Experten des Weltbiodiversitätsrats warnen vor dem Aussterben von einer Million Tier- und Pflanzenarten schon in den nächsten zehn Jahren und den Folgen für die Lebensgrundlage der Menschen. Seit Montag beraten rund 200 Vertragsstaaten der UNO-Konvention für die biologische Vielfalt (CBD) bei der Weltnaturkonferenz in der südwestchinesischen Stadt Kunming über eine Vorgehensweise, um diesem rasanten und gefährlichen Aussterben entgegenzuwirken. Es geht um Ziele für ein neues Rahmenabkommen - vergleichbar mit dem Pariser Klimaabkommen, auch wenn es weniger bindend sein wird.

Die virtuell stattfindende Konferenz war schon im Oktober 2020 geplant, wurde aber wegen der Pandemie verschoben und aufgeteilt. Trotz der Dringlichkeit, gegen das Artensterben vorzugehen, wurden Erwartungen für die Beratungen heruntergeschraubt. Auf dem Treffen soll zunächst nur eine "Erklärung von Kunming" verabschiedet werden. Es soll weitere Verhandlungen im Jänner vorbereiten, bevor die Strategie bei einem Präsenztreffen vom 25. April bis 8. Mai in Kunming verabschiedet werden soll.

20 Ziele verpufft

Die Umweltschutzorganisation Greenpeace Österreich plädierte für "starke Ziele". So müssten 30 Prozent der Meere bis zum Jahr 2030 unter starken Schutz gestellt werden "Für unsere Artenvielfalt ist es fünf vor zwölf. Die Profitgier von Industrien hat zu einer Biodiversitätskrise geführt. Die Meere werden leergefischt, die Wälder in Brand gesetzt und Natur zubetoniert. Politikerinnen und Politiker müssen endlich das Ruder herumreißen und bis zum nächsten Jahr nicht nur starke Artenschutzziele, sondern auch ein Regelwerk beschließen, mit dem diese Ziele erreicht und Tier und Pflanzenarten langfristig geschützt werden können", so Lukas Meus, Biodiversitätsexperte bei Greenpeace.

20 Ziele zum Schutz der Artenvielfalt hatte sich die internationale Staatengemeinschaft 2010 gesetzt, die sogenannten Aichi-Ziele, benannt nach dem Verhandlungsort, der japanischen Präfektur Aichi. 2021 ist man davon weiter entfernt als jemals zu vor. Seit 1970 haben allein die Wirbeltier-Populationen im globalen Schnitt um 60 bis 70 Prozent abgenommen. Die Population von mehr als 40 Prozent der Insektenarten nimmt ab, ein Drittel ist vom Aussterben bedroht.

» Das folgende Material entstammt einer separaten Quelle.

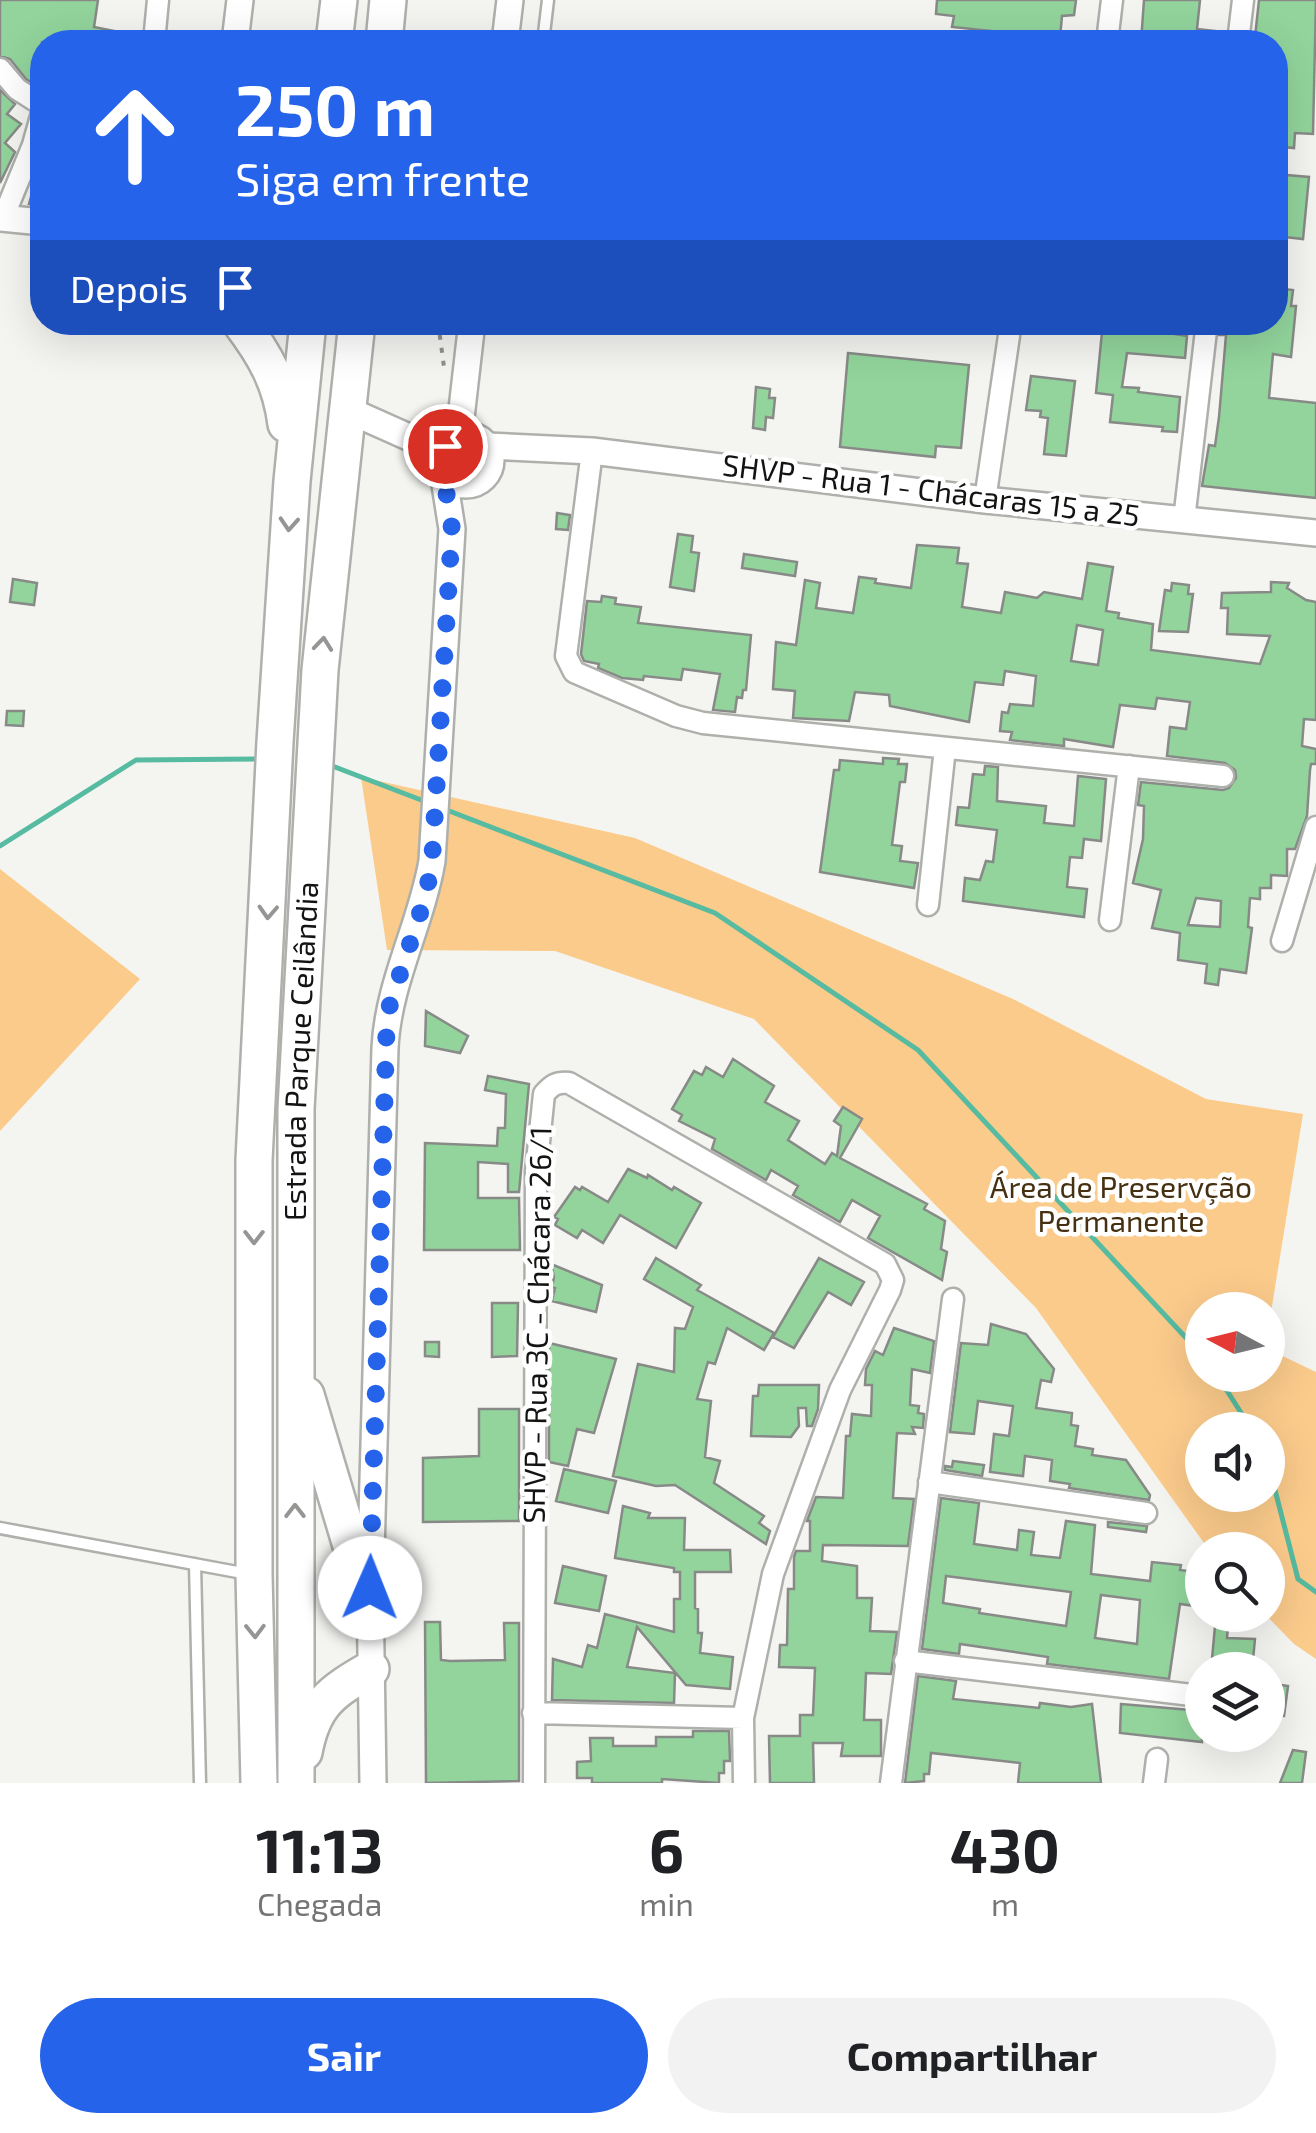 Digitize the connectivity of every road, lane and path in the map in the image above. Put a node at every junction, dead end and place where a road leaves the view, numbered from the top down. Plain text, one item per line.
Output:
1 (158, 0) edge
2 (240, 0) edge
3 (388, 0) edge
4 (510, 0) edge
5 (548, 0) edge
6 (1112, 0) edge
7 (1242, 0) edge
8 (155, 30) edge
9 (236, 30) edge
10 (385, 30) edge
11 (506, 30) edge
12 (544, 30) edge
13 (1108, 30) edge
14 (1239, 30) edge
15 (0, 69) edge
16 (30, 99) edge
17 (30, 153) edge
18 (2, 218) edge
19 (30, 221) edge
20 (249, 335) edge
21 (307, 335) edge
22 (356, 335) edge
23 (469, 335) edge
24 (1009, 335) edge
25 (1205, 335) edge
26 (348, 410) junction
27 (488, 446) junction
28 (547, 450) junction
29 (447, 451) junction
30 (592, 451) junction
31 (486, 476) junction
32 (292, 481) junction
33 (985, 500) junction
34 (1184, 520) junction
35 (452, 529) junction
36 (1316, 533) edge
37 (945, 748) junction
38 (1129, 766) junction
39 (1223, 776) dead end
40 (1316, 828) edge
41 (928, 905) dead end
42 (1110, 920) dead end
43 (1282, 942) dead end
44 (953, 1299) dead end
45 (294, 1359) junction
46 (928, 1482) junction
47 (1146, 1513) dead end
48 (0, 1528) edge
49 (196, 1564) junction
50 (254, 1576) junction
51 (370, 1588) junction
52 (905, 1661) junction
53 (371, 1669) junction
54 (1185, 1694) edge
55 (534, 1712) junction
56 (743, 1718) junction
57 (1157, 1759) dead end
58 (200, 1783) edge
59 (259, 1783) edge
60 (297, 1783) edge
61 (373, 1783) edge
62 (534, 1783) edge
63 (744, 1783) edge
64 (891, 1783) edge
65 (1154, 1783) edge

1 - 8 street
2 - 9 street
3 - 10 highway
4 - 11 street
5 - 12 lane
6 - 13 street
7 - 14 street
15 - 16 street
17 - 18 street
18 - 19 street
20 - 32 highway
21 - 32 highway, Estrada Parque Ceilândia
22 - 26 highway, Estrada Parque Ceilândia
23 - 29 street
24 - 33 street
25 - 34 street
26 - 29 street
45 -> 26 highway, Estrada Parque Ceilândia
27 - 28 street, SHVP - Rua 1 - Chácaras 15 a 25
27 - 29 street
27 - 31 street
28 - 30 street, SHVP - Rua 1 - Chácaras 15 a 25
28 - 31 street, SHVP - Rua 1 - Chácaras 15 a 25
29 - 31 street
29 - 35 street
30 - 33 street, SHVP - Rua 1 - Chácaras 15 a 25
30 - 37 street
31 - 35 street
32 -> 50 highway, Estrada Parque Ceilândia
33 - 34 street, SHVP - Rua 1 - Chácaras 15 a 25
34 - 36 street, SHVP - Rua 1 - Chácaras 15 a 25
35 - 51 street
37 - 38 street
37 - 41 street
38 - 39 street
38 - 42 street
40 - 43 street
44 - 46 street
45 - 51 highway
60 -> 45 highway, Estrada Parque Ceilândia
46 - 47 street
46 - 52 street
48 - 49 lane
49 - 50 lane
49 - 58 lane
50 -> 59 highway, Estrada Parque Ceilândia
51 - 53 street
52 - 54 street
52 - 64 street
53 - 60 highway
53 - 61 street
55 - 56 street
55 - 56 street, SHVP - Rua 3C - Chácara 26/1
55 - 62 street, SHVP - Rua 3C - Chácara 26/1
56 - 63 street, SHVP - Rua 3C - Chácara 26/1
57 - 65 street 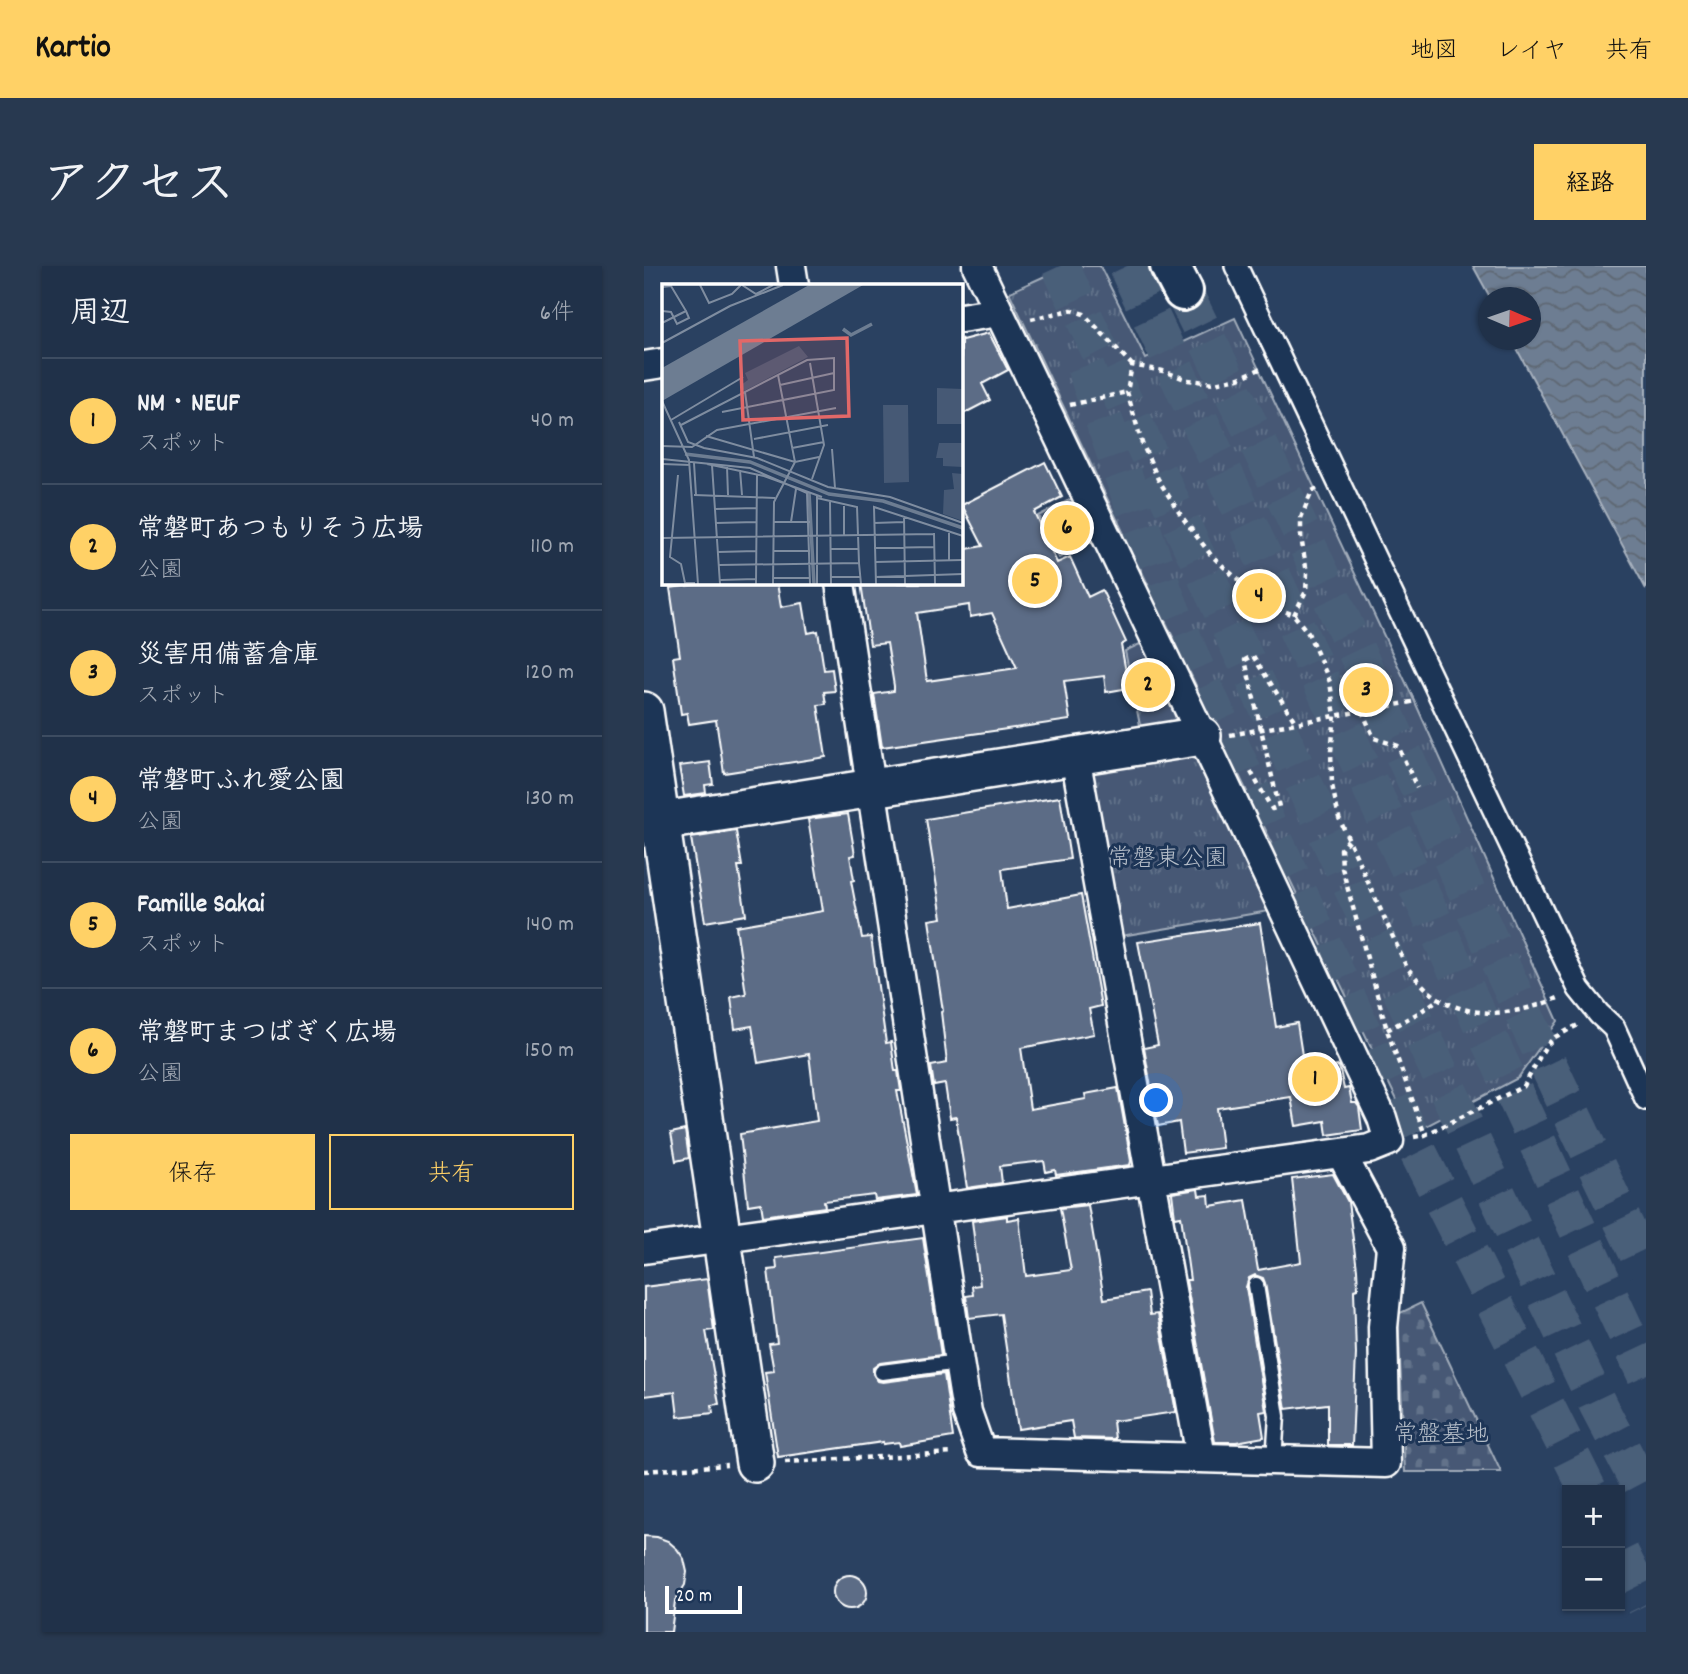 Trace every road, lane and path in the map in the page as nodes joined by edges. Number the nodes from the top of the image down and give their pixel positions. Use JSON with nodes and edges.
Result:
{"nodes":[{"id":1,"x":791,"y":266,"type":"edge"},
{"id":2,"x":977,"y":266,"type":"edge"},
{"id":3,"x":1236,"y":266,"type":"edge"},
{"id":4,"x":794,"y":284,"type":"edge"},
{"id":5,"x":999,"y":312,"type":"junction"},
{"id":6,"x":962,"y":317,"type":"edge"},
{"id":7,"x":1037,"y":331,"type":"dead end"},
{"id":8,"x":1280,"y":360,"type":"junction"},
{"id":9,"x":662,"y":363,"type":"edge"},
{"id":10,"x":1132,"y":365,"type":"junction"},
{"id":11,"x":644,"y":366,"type":"edge"},
{"id":12,"x":1127,"y":392,"type":"junction"},
{"id":13,"x":1064,"y":393,"type":"dead end"},
{"id":14,"x":1336,"y":479,"type":"junction"},
{"id":15,"x":840,"y":584,"type":"edge"},
{"id":16,"x":1294,"y":615,"type":"junction"},
{"id":17,"x":1439,"y":697,"type":"junction"},
{"id":18,"x":644,"y":711,"type":"edge"},
{"id":19,"x":1362,"y":711,"type":"junction"},
{"id":20,"x":1335,"y":716,"type":"junction"},
{"id":21,"x":1296,"y":723,"type":"junction"},
{"id":22,"x":1261,"y":729,"type":"junction"},
{"id":23,"x":1219,"y":740,"type":"junction"},
{"id":24,"x":1076,"y":757,"type":"junction"},
{"id":25,"x":1248,"y":766,"type":"dead end"},
{"id":26,"x":1417,"y":788,"type":"dead end"},
{"id":27,"x":871,"y":789,"type":"junction"},
{"id":28,"x":652,"y":823,"type":"edge"},
{"id":29,"x":1348,"y":840,"type":"junction"},
{"id":30,"x":1579,"y":989,"type":"junction"},
{"id":31,"x":1439,"y":999,"type":"junction"},
{"id":32,"x":1599,"y":1014,"type":"junction"},
{"id":33,"x":1387,"y":1030,"type":"junction"},
{"id":34,"x":1646,"y":1099,"type":"edge"},
{"id":35,"x":1425,"y":1135,"type":"junction"},
{"id":36,"x":1389,"y":1141,"type":"junction"},
{"id":37,"x":1341,"y":1153,"type":"junction"},
{"id":38,"x":1151,"y":1179,"type":"junction"},
{"id":39,"x":936,"y":1210,"type":"junction"},
{"id":40,"x":723,"y":1238,"type":"junction"},
{"id":41,"x":644,"y":1249,"type":"edge"},
{"id":42,"x":1256,"y":1285,"type":"dead end"},
{"id":43,"x":959,"y":1362,"type":"junction"},
{"id":44,"x":882,"y":1373,"type":"dead end"},
{"id":45,"x":981,"y":1452,"type":"junction"},
{"id":46,"x":1201,"y":1457,"type":"junction"},
{"id":47,"x":1274,"y":1460,"type":"junction"},
{"id":48,"x":755,"y":1463,"type":"junction"},
{"id":49,"x":644,"y":1471,"type":"edge"}],
"edges":[{"from":1,"to":4,"type":"street"},
{"from":2,"to":5,"type":"street"},
{"from":3,"to":8,"type":"street"},
{"from":5,"to":6,"type":"street"},
{"from":5,"to":23,"type":"street"},
{"from":7,"to":10,"type":"path"},
{"from":8,"to":10,"type":"path"},
{"from":8,"to":14,"type":"street"},
{"from":9,"to":11,"type":"street"},
{"from":10,"to":12,"type":"path"},
{"from":12,"to":13,"type":"path"},
{"from":12,"to":16,"type":"path"},
{"from":14,"to":16,"type":"path"},
{"from":14,"to":17,"type":"street"},
{"from":15,"to":27,"type":"street"},
{"from":16,"to":20,"type":"path"},
{"from":17,"to":19,"type":"path"},
{"from":17,"to":30,"type":"street"},
{"from":18,"to":28,"type":"street"},
{"from":19,"to":20,"type":"path"},
{"from":19,"to":26,"type":"path"},
{"from":20,"to":21,"type":"path"},
{"from":20,"to":29,"type":"path"},
{"from":21,"to":22,"type":"path"},
{"from":21,"to":22,"type":"path"},
{"from":22,"to":23,"type":"path"},
{"from":22,"to":25,"type":"path"},
{"from":23,"to":24,"type":"street"},
{"from":23,"to":36,"type":"street"},
{"from":24,"to":27,"type":"street"},
{"from":24,"to":38,"type":"street"},
{"from":27,"to":28,"type":"street"},
{"from":27,"to":39,"type":"street"},
{"from":28,"to":40,"type":"street"},
{"from":29,"to":31,"type":"path"},
{"from":29,"to":33,"type":"path"},
{"from":30,"to":31,"type":"path"},
{"from":30,"to":32,"type":"street"},
{"from":31,"to":33,"type":"path"},
{"from":32,"to":34,"type":"street"},
{"from":32,"to":35,"type":"path"},
{"from":33,"to":35,"type":"path"},
{"from":35,"to":36,"type":"path"},
{"from":36,"to":37,"type":"street"},
{"from":37,"to":38,"type":"street"},
{"from":37,"to":47,"type":"street"},
{"from":38,"to":39,"type":"street"},
{"from":38,"to":46,"type":"street"},
{"from":39,"to":40,"type":"street"},
{"from":39,"to":43,"type":"street"},
{"from":40,"to":41,"type":"street"},
{"from":40,"to":48,"type":"street"},
{"from":42,"to":47,"type":"lane"},
{"from":43,"to":44,"type":"lane"},
{"from":43,"to":45,"type":"street"},
{"from":45,"to":46,"type":"street"},
{"from":45,"to":48,"type":"path"},
{"from":46,"to":47,"type":"street"},
{"from":48,"to":49,"type":"path"}]} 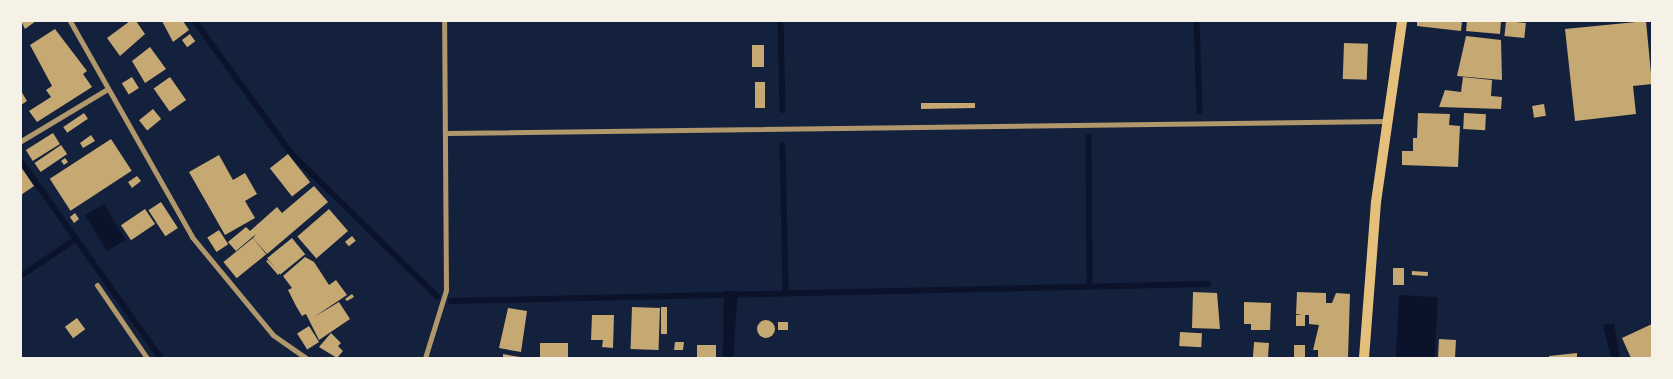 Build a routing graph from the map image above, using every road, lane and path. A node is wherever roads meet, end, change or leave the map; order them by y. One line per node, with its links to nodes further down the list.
1 (70, 21): 4 (street)
2 (444, 21): 6 (street)
3 (1402, 21): 5 (main road)
4 (106, 90): 7 (street); 10 (street)
5 (1387, 121): 6 (street); 12 (main road)
6 (448, 133): 11 (street)
7 (21, 141)
8 (97, 285): 9 (street)
9 (147, 358)
10 (306, 358)
11 (425, 358)
12 (1364, 358)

Deswegen fordern Greenpeace, Attac, die Katholische Jungschar, Fridays for Future und ÖBV-Via Campesina Austria in einem gemeinsamen Manifest eine Kehrtwende der Umweltpolitik, sagt Ursula Bittner von Greenpeace Österreich. Laut Manifest sterben jeden Tag 150 Tier- und Pflanzenarten aus, weil die Artenschutzmaßnahmen der Vergangenheit praktisch nicht wirksam waren.

"In den kommenden Monaten muss ein Durchbruch beim Artenschutz gelingen wie beim Pariser Klimaabkommen für den Klimaschutz", forderte der deutsche Entwicklungsminister Gerd Müller in Medienberichten. "Denn wir haben keine Zeit zu verlieren." Er erwarte von China als Gastgeber eine Führungsrolle. Der Artenschutz ist nach seinen Worten auch Vorbeugung gegen neue Pandemien: "Je mehr natürliche Lebensräume vernichtet werden, umso größer wird die Gefahr, dass weitere Viren vom Tier auf den Menschen überspringen und schwere Krankheiten auslösen."

Standards mit der WTO

Auch sollten die Industrieländer ihre Mittel zum Erhalt der Biodiversität in ärmeren Ländern verdoppeln, so Müller. Mit der Welthandelsorganisation (WTO) müssten zudem Mindeststandards für "entwaldungsfreie Lieferketten" verankert werden. "In Rotterdam oder Hamburg darf kein Schiff mehr anlegen, das Palmöl- und Sojaprodukte aus nicht zertifizierter Produktion zu uns bringt."

Die Konvention sei von "entscheidender Bedeutung", sagte Morgan Gillespy vom Resources Institute. "Wir sind auf die biologische Vielfalt angewiesen, um die Umwelt zu regulieren und einen bewohnbaren Planeten zu erhalten."